[Exercise]: Please copy each line of the records below that includes the word "Merrion".

[Provided material]:
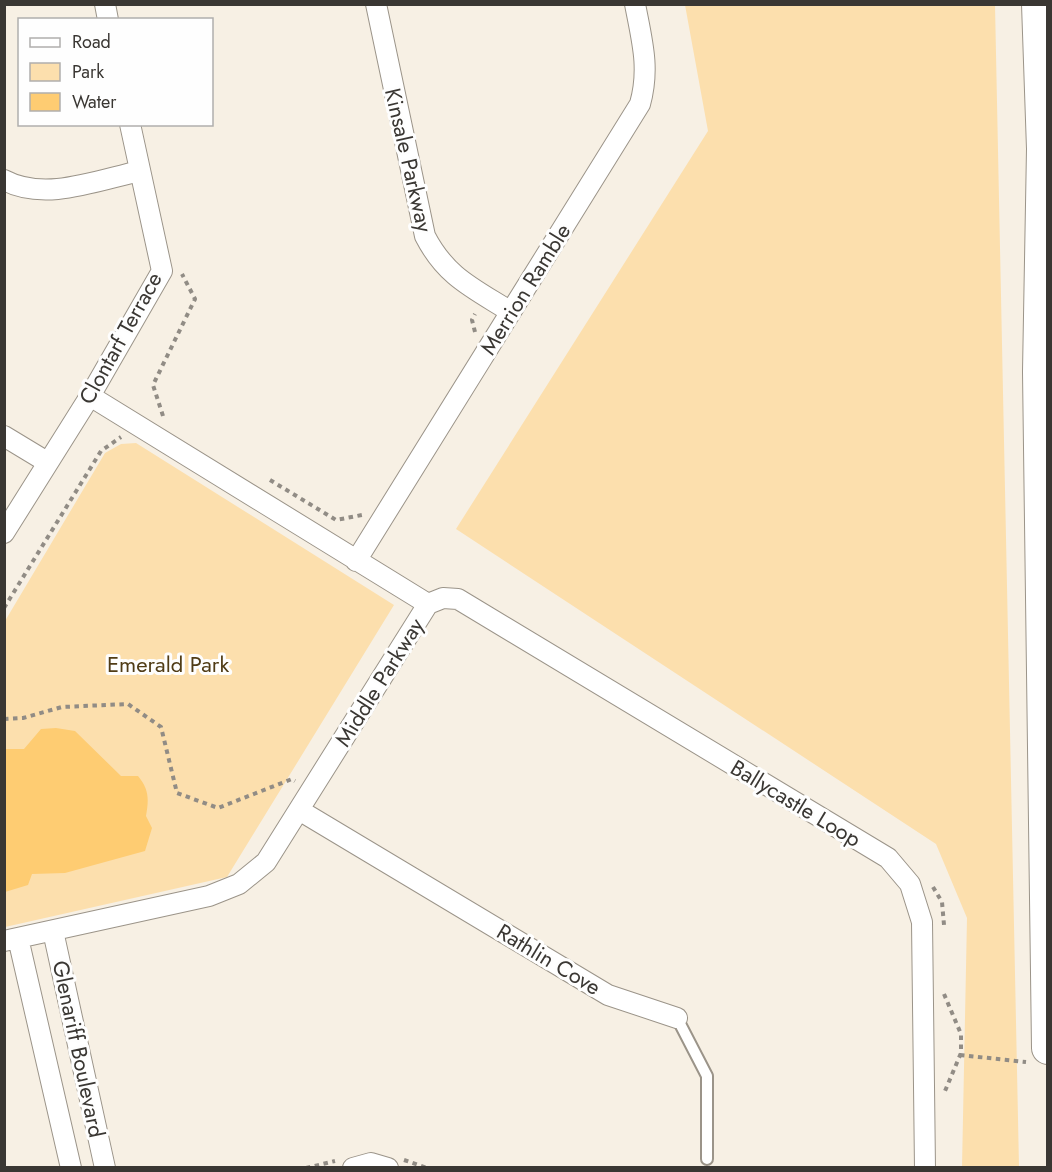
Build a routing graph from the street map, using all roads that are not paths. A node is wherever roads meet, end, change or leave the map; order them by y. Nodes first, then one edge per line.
1 (376, 4) edge
2 (635, 4) edge
3 (1038, 4) edge
4 (130, 126) edge
5 (140, 171) junction
6 (4, 180) edge
7 (511, 312) junction
8 (90, 396) junction
9 (4, 436) edge
10 (47, 462) junction
11 (4, 532) edge
12 (356, 561) junction
13 (428, 604) junction
14 (299, 810) junction
15 (53, 931) junction
16 (11, 940) edge
17 (677, 1018) joint
18 (1039, 1055) edge
19 (707, 1159) dead end
20 (71, 1167) edge
21 (105, 1167) edge
22 (353, 1167) edge
23 (388, 1167) edge
24 (925, 1167) edge

1 - 7 street, Kinsale Parkway
2 - 7 street, Merrion Ramble
3 - 18 main road
4 - 5 street, Clontarf Terrace
5 - 6 street
5 - 8 street, Clontarf Terrace
7 - 12 street, Merrion Ramble
8 - 10 street, Clontarf Terrace
8 - 12 street, Middle Parkway
9 - 10 street
10 - 11 street, Clontarf Terrace
12 - 13 street, Middle Parkway
13 - 14 street, Middle Parkway
13 - 24 street, Ballycastle Loop
14 - 15 street, Middle Parkway
14 - 17 street, Rathlin Cove
15 - 16 street, Middle Parkway
15 - 21 street, Glenariff Boulevard
16 - 20 street, Glenariff Boulevard
17 - 19 lane, Rathlin Cove
22 - 23 street

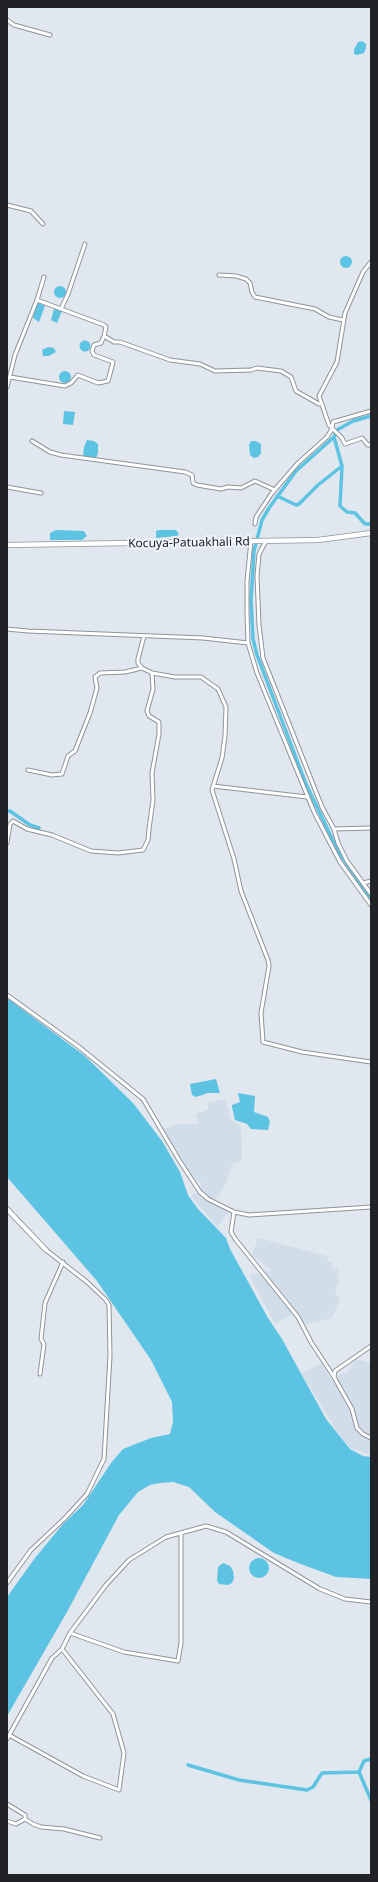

[Answer below]:
2 - 7 street, Merrion Ramble
7 - 12 street, Merrion Ramble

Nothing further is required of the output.